[Collected data entries]
+--

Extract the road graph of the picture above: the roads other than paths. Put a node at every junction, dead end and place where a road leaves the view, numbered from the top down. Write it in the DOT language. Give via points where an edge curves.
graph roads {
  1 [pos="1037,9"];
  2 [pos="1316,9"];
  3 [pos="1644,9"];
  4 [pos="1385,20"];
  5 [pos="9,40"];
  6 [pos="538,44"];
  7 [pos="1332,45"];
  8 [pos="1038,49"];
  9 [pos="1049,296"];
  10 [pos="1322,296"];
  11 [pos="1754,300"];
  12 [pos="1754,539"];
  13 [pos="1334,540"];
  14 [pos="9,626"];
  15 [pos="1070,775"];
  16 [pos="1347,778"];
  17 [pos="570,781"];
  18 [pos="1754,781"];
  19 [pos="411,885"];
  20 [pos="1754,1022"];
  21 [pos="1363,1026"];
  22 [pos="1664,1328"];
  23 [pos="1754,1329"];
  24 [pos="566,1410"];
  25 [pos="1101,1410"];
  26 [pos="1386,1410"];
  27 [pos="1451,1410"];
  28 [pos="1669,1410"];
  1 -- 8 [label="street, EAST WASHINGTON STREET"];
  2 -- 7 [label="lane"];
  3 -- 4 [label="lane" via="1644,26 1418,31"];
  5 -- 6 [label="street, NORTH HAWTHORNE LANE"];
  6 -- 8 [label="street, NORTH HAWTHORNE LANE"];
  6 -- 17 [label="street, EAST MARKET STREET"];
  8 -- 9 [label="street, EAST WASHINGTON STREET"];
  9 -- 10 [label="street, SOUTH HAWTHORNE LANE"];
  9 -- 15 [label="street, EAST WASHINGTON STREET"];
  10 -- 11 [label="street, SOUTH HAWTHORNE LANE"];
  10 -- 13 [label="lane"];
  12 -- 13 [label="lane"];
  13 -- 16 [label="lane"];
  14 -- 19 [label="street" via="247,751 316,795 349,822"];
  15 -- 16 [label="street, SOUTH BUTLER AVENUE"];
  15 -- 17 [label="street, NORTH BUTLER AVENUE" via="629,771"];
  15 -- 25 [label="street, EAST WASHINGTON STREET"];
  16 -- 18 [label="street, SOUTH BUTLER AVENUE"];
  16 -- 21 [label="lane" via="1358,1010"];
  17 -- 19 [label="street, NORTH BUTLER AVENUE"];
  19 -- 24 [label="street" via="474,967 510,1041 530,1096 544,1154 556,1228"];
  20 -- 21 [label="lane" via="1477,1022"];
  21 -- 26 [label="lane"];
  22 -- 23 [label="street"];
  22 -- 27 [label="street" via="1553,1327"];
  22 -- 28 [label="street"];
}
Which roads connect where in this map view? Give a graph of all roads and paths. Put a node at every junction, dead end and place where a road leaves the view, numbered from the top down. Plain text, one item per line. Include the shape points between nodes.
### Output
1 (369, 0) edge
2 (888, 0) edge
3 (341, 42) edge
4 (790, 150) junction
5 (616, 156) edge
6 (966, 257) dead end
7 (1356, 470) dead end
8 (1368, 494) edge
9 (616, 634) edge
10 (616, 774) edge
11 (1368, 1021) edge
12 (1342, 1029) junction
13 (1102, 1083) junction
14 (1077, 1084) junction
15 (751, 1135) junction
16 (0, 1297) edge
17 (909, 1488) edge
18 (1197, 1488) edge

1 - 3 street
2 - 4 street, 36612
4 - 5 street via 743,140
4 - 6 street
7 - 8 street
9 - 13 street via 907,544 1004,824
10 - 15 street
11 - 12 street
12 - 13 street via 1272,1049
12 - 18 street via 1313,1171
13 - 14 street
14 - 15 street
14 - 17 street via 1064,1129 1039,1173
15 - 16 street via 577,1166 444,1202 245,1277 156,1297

+--

## TASK BRIEF
Lines above containing "every": give their number only.

## RESPONSE TO THE TASK
2